Case study by LGT Capital Partners

LGT Capital Partners is an alternative asset manager headquartered in Switzerland. LGT Capital Partners conducts an annual ESG assessment of its managers as part of the firm’s larger ESG due diligence, monitoring and manager engagement process. This allows its investors to understand the extent to which portfolio managers are considering ESG factors in their investment, ownership and reporting practices. It also facilitates a dialogue with its managers on ESG, highlighting excellence in implementation and flagging areas for improvement.

LGT Capital Partners uses the PRI LP Responsible Investment DDQ, focusing on four key measures of ESG practice:

  1. Manager commitment – the extent to which managers have demonstrated their commitment to ESG through actions such as defining a policy, committing to an industry initiative such as the PRI and engaging with their portfolio companies.
  2. Investment process – the extent to which managers have formally integrated ESG into their investment processes, using it as a framework for evaluating investments and identifying areas for improvement.
  3. Ownership – the extent to which managers have exhibited active ownership through activities such as defining ESG guidelines, establishing key performance indicators.
  4. Reporting – the extent to which managers have provided regular and relevant reporting on ESG on a portfolio company level and on the aggregate fund level.

The firm has developed a scoring system to assess managers’ responses, awarding a score of 1 to 4 (where 1 is excellent and 4 is poor) on each of the four measures, resulting in an overall rating for each manager.
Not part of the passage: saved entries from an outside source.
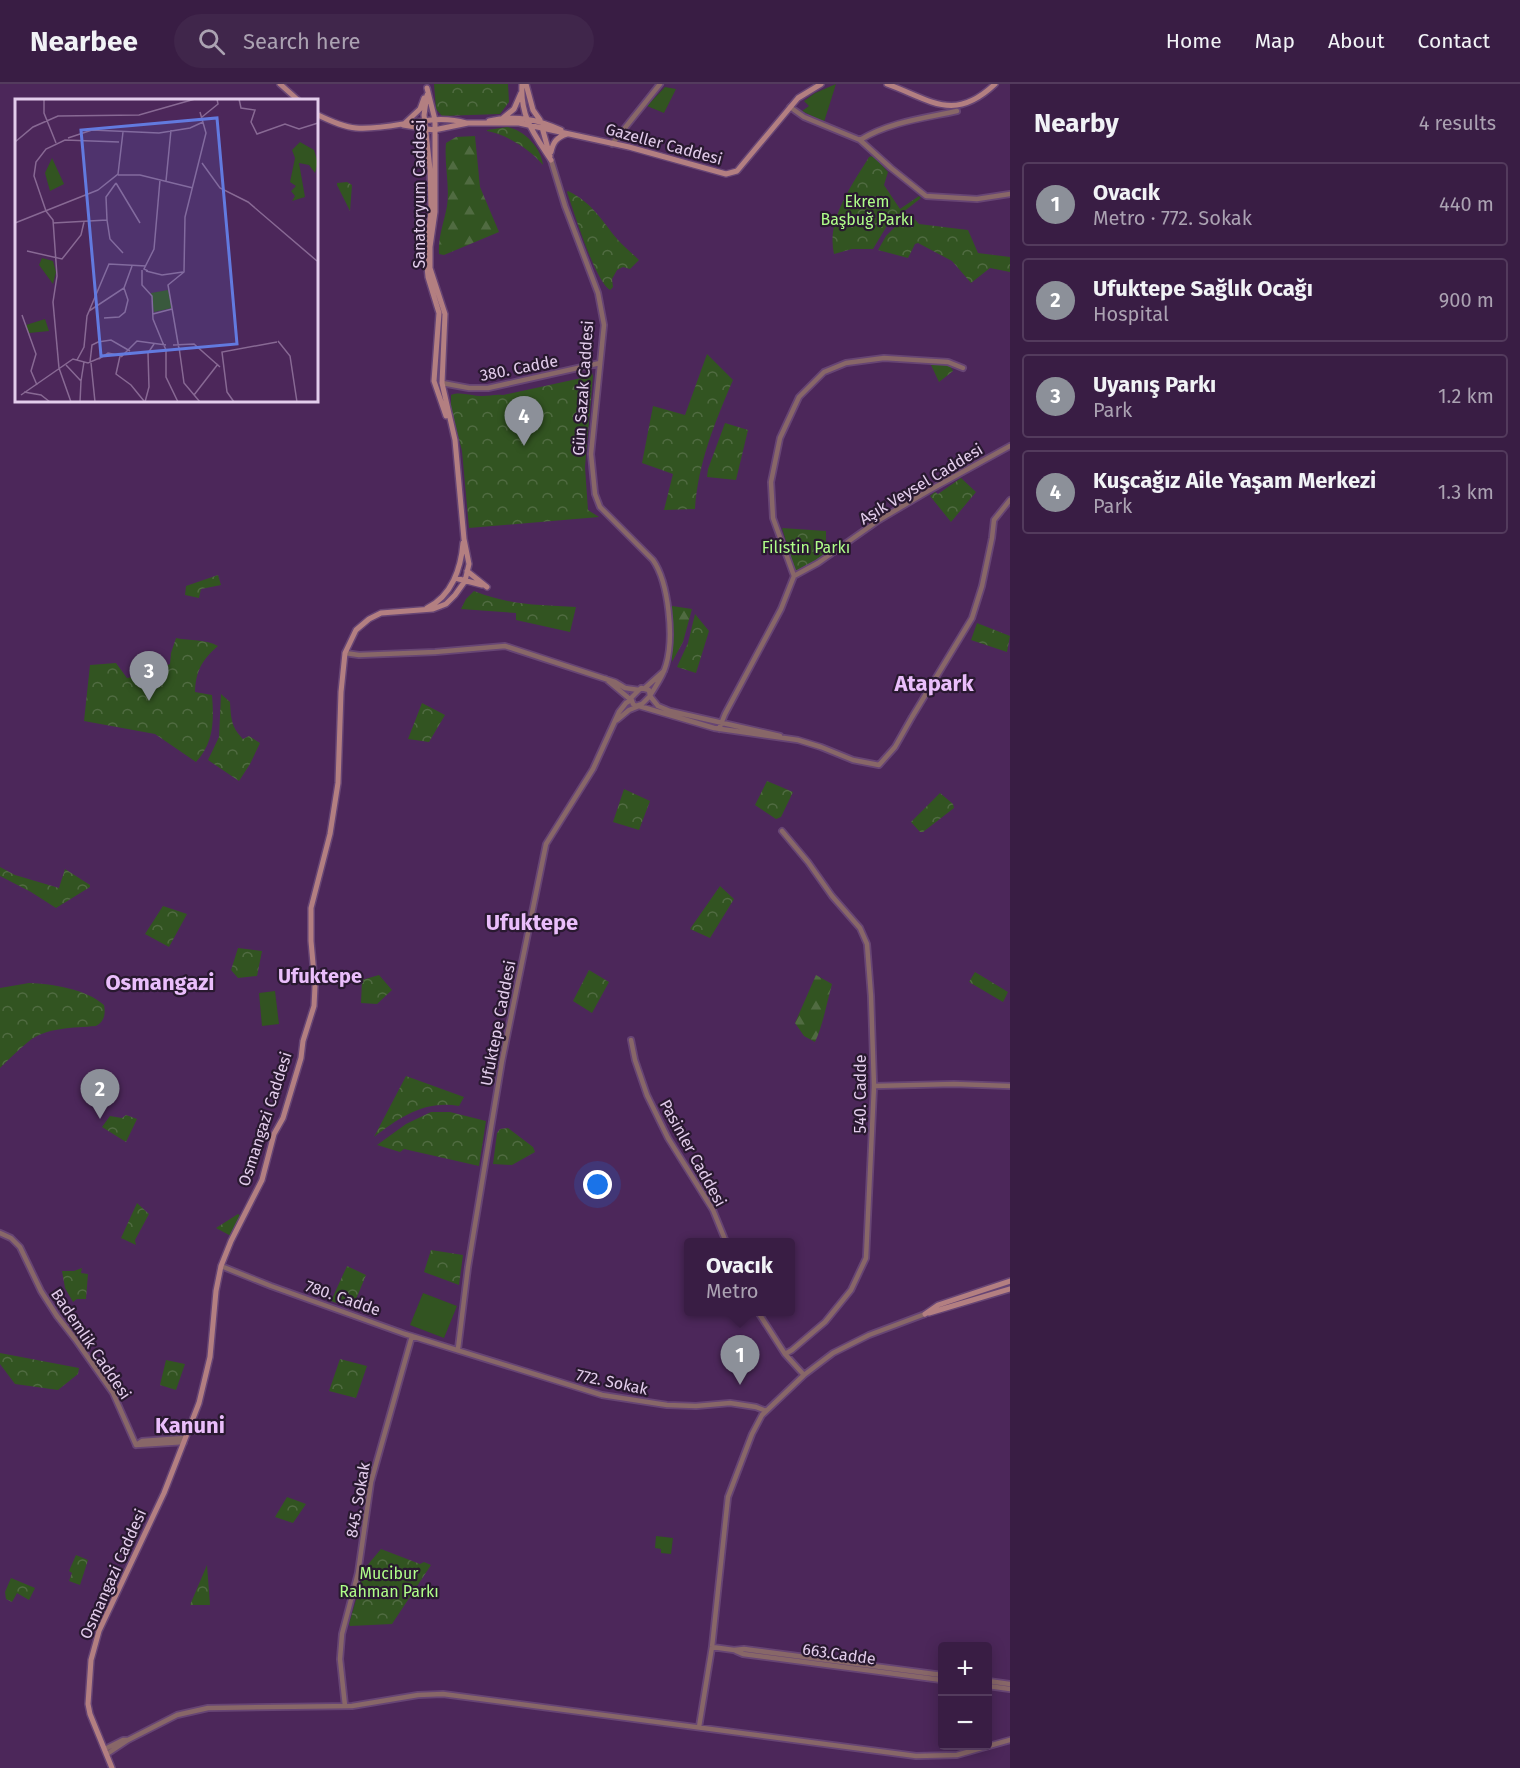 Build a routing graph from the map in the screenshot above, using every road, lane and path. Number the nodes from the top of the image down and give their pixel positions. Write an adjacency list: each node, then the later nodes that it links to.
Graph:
1 (280, 84): 9 (main road)
2 (524, 84): 8 (main road, Gün Sazak Caddesi); 17 (main road, Gün Sazak Caddesi)
3 (660, 84): 27 (street)
4 (821, 84): 10 (main road, Gazeller Caddesi)
5 (887, 84): 6 (main road)
6 (995, 84)
7 (428, 86): 14 (main road, Sanatoryum Caddesi); 15 (main road, Sanatoryum Caddesi); 20 (main road)
8 (522, 91): 13 (main road, Gün Sazak Caddesi); 16 (main road)
9 (297, 99)
10 (790, 107): 26 (street); 27 (main road, Gazeller Caddesi)
11 (957, 111): 26 (street)
12 (318, 115): 20 (main road)
13 (526, 118): 16 (main road, Gazeller Caddesi); 17 (main road, Gazeller Caddesi); 21 (main road, Gün Sazak Caddesi)
14 (425, 119): 15 (main road); 20 (main road); 22 (main road, Sanatoryum Caddesi)
15 (435, 120): 18 (main road); 24 (main road, Sanatoryum Caddesi)
16 (499, 120): 19 (main road, Gazeller Caddesi)
17 (540, 120): 23 (main road, Gün Sazak Caddesi); 25 (main road, Gazeller Caddesi)
18 (468, 123): 19 (main road, Gazeller Caddesi); 24 (main road)
19 (485, 123): 21 (main road, Gazeller Caddesi)
20 (403, 125): 22 (main road)
21 (529, 126): 23 (main road, Gazeller Caddesi); 28 (main road, Gün Sazak Caddesi)
22 (425, 129): 24 (main road); 33 (main road, Sanatoryum Caddesi)
23 (543, 129): 25 (main road, Gazeller Caddesi); 28 (main road, Gün Sazak Caddesi)
24 (434, 130): 32 (main road, Sanatoryum Caddesi)
25 (569, 134): 27 (main road, Gazeller Caddesi); 28 (main road)
26 (861, 140): 29 (street)
27 (612, 144)
28 (551, 160): 30 (street, Gün Sazak Caddesi)
29 (1010, 194)
30 (600, 363): 32 (street, 380. Cadde); 44 (street, Gün Sazak Caddesi)
31 (963, 368): 39 (street)
32 (442, 383): 33 (main road, Sanatoryum Caddesi)
33 (455, 441): 36 (main road, Sanatoryum Caddesi)
34 (1010, 446): 39 (street, Aşık Veysel Caddesi)
35 (1010, 500): 52 (street)
36 (464, 539): 37 (main road, Sanatoryum Caddesi); 38 (main road, Sanatoryum Caddesi)
37 (460, 567): 38 (main road); 40 (main road, Sanatoryum Caddesi)
38 (468, 572): 41 (main road, Sanatoryum Caddesi); 41 (main road)
39 (794, 576): 52 (street)
40 (455, 578): 41 (main road); 42 (main road, Sanatoryum Caddesi)
41 (465, 581): 42 (main road, Sanatoryum Caddesi)
42 (423, 610): 43 (main road, Osmangazi Caddesi)
43 (345, 653): 45 (street); 59 (main road, Osmangazi Caddesi)
44 (664, 671): 46 (street); 48 (street, Gün Sazak Caddesi)
45 (606, 679): 47 (street); 49 (street)
46 (645, 688): 47 (street); 48 (street)
47 (639, 690): 49 (street, Ufuktepe Caddesi)
48 (651, 695): 50 (street, Gün Sazak Caddesi); 52 (street)
49 (631, 700): 50 (street); 51 (street, Ufuktepe Caddesi)
50 (639, 706): 51 (street); 52 (street)
51 (617, 720): 65 (street, Ufuktepe Caddesi)
52 (717, 725)
53 (782, 831): 55 (street, 540. Cadde)
54 (631, 1040): 58 (street, Pasinler Caddesi)
55 (874, 1086): 56 (street); 66 (street, 540. Cadde)
56 (1010, 1086)
57 (0, 1233): 69 (street, Bademlik Caddesi)
58 (724, 1238)
59 (221, 1266): 64 (street, 780. Cadde); 69 (main road, Osmangazi Caddesi)
60 (1010, 1281): 62 (main road)
61 (1010, 1289): 62 (main road)
62 (925, 1314): 67 (street)
63 (761, 1316): 66 (street)
64 (412, 1336): 65 (street, 780. Cadde); 78 (street, 845. Sokak)
65 (458, 1349): 68 (street, 772. Sokak)
66 (785, 1354): 67 (street)
67 (804, 1375): 68 (street)
68 (766, 1410): 70 (street)
69 (184, 1440): 81 (main road, Osmangazi Caddesi)
70 (712, 1647): 71 (street, 663.Cadde); 79 (street)
71 (734, 1650): 72 (street, 663.Cadde); 73 (street, 663.Cadde)
72 (938, 1674)
73 (938, 1679)
74 (992, 1682): 75 (street)
75 (1010, 1684)
76 (992, 1687): 77 (street)
77 (1010, 1689)
78 (345, 1706): 79 (street); 81 (street)
79 (699, 1727): 80 (street)
80 (1010, 1740)
81 (106, 1752): 82 (main road, Osmangazi Caddesi)
82 (112, 1768)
These ratings are then documented in LGT Capital Partners’ monitoring system.

In 2018, LGT Capital Partners assessed 202 private equity managers in the US, Europe and Asia and published analysis of the ratings in its annual ESG report, which is available on its website.

LGT Capital Partners has seen a steady improvement in ESG practices and disclosures by its managers over the past five years, with the proportion of managers rated excellent or good rising from 27% in 2014 to 58% in 2018.

For more detail on what LGT Capital Partners considers good ESG practice from its managers, see its report on the subject, A guide to ESG implementation in private equity.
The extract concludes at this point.